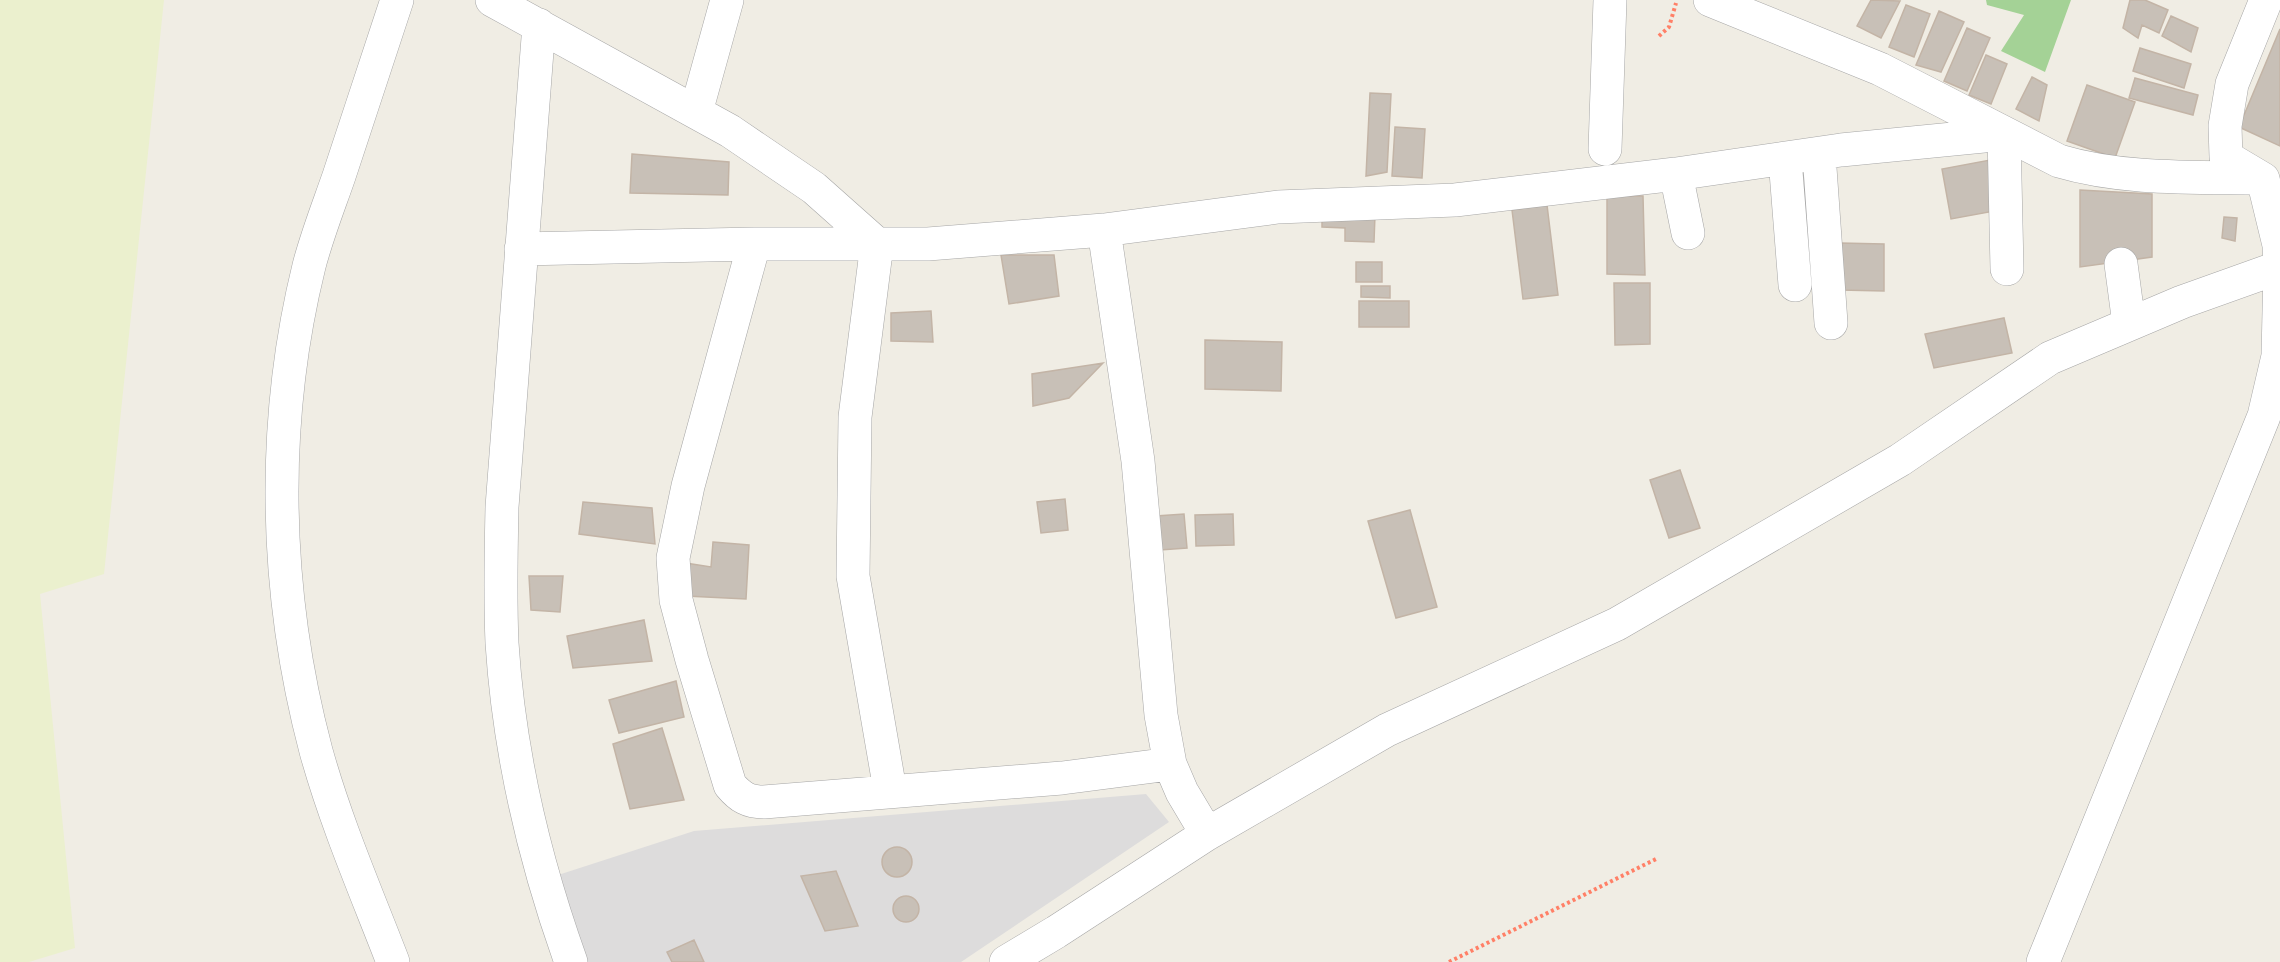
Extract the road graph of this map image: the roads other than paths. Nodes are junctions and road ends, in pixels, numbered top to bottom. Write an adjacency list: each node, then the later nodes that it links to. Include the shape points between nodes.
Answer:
1 (397, 0): 29 (street, via 310,264 288,385 282,508 291,631 316,751 334,811)
2 (492, 0): 7 (street)
3 (727, 0): 8 (street)
4 (1610, 0): 10 (street)
5 (1710, 0): 9 (street, via 1880,69)
6 (2265, 0): 14 (street, via 2232,84 2225,126 2226,157)
7 (539, 25): 8 (street); 19 (street)
8 (696, 112): 18 (street, via 814,188)
9 (2004, 135): 11 (street); 14 (street, via 2079,167 2156,176); 22 (street)
10 (1605, 149)
11 (1819, 154): 12 (street); 24 (street)
12 (1785, 159): 13 (street); 23 (street)
13 (1676, 174): 15 (street, via 1455,200 1278,207); 16 (street)
14 (2263, 179): 21 (street)
15 (1104, 231): 18 (street); 26 (street, via 1138,461 1161,715)
16 (1688, 233)
17 (754, 244): 18 (street); 19 (street); 27 (street, via 688,486 673,558 676,600 730,785 739,796 764,802)
18 (877, 244): 27 (street, via 855,417 853,576)
19 (521, 249): 30 (street, via 502,507 502,644 509,712 534,847)
20 (2121, 264): 25 (street)
21 (2280, 267): 25 (street); 32 (street, via 2278,356 2264,416)
22 (2007, 269)
23 (1795, 285)
24 (1831, 323)
25 (2129, 324): 28 (street, via 2050,358 1900,460 1617,624 1387,729)
26 (1170, 764): 27 (street, via 1062,778); 28 (street)
27 (890, 790)
28 (1208, 834): 31 (street)
29 (393, 962)
30 (571, 962)
31 (1006, 962)
32 (2043, 962)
════════════════════
Work instruction:
In the copy, include every line of the records exactly and none of the images.

Result of the task:
Extract the road graph of this map image: the roads other than paths. Nodes are junctions and road ends, in pixels, numbered top to bottom. Write an adjacency list: each node, then the later nodes that it links to. Include the shape points between nodes.
Answer:
1 (397, 0): 29 (street, via 310,264 288,385 282,508 291,631 316,751 334,811)
2 (492, 0): 7 (street)
3 (727, 0): 8 (street)
4 (1610, 0): 10 (street)
5 (1710, 0): 9 (street, via 1880,69)
6 (2265, 0): 14 (street, via 2232,84 2225,126 2226,157)
7 (539, 25): 8 (street); 19 (street)
8 (696, 112): 18 (street, via 814,188)
9 (2004, 135): 11 (street); 14 (street, via 2079,167 2156,176); 22 (street)
10 (1605, 149)
11 (1819, 154): 12 (street); 24 (street)
12 (1785, 159): 13 (street); 23 (street)
13 (1676, 174): 15 (street, via 1455,200 1278,207); 16 (street)
14 (2263, 179): 21 (street)
15 (1104, 231): 18 (street); 26 (street, via 1138,461 1161,715)
16 (1688, 233)
17 (754, 244): 18 (street); 19 (street); 27 (street, via 688,486 673,558 676,600 730,785 739,796 764,802)
18 (877, 244): 27 (street, via 855,417 853,576)
19 (521, 249): 30 (street, via 502,507 502,644 509,712 534,847)
20 (2121, 264): 25 (street)
21 (2280, 267): 25 (street); 32 (street, via 2278,356 2264,416)
22 (2007, 269)
23 (1795, 285)
24 (1831, 323)
25 (2129, 324): 28 (street, via 2050,358 1900,460 1617,624 1387,729)
26 (1170, 764): 27 (street, via 1062,778); 28 (street)
27 (890, 790)
28 (1208, 834): 31 (street)
29 (393, 962)
30 (571, 962)
31 (1006, 962)
32 (2043, 962)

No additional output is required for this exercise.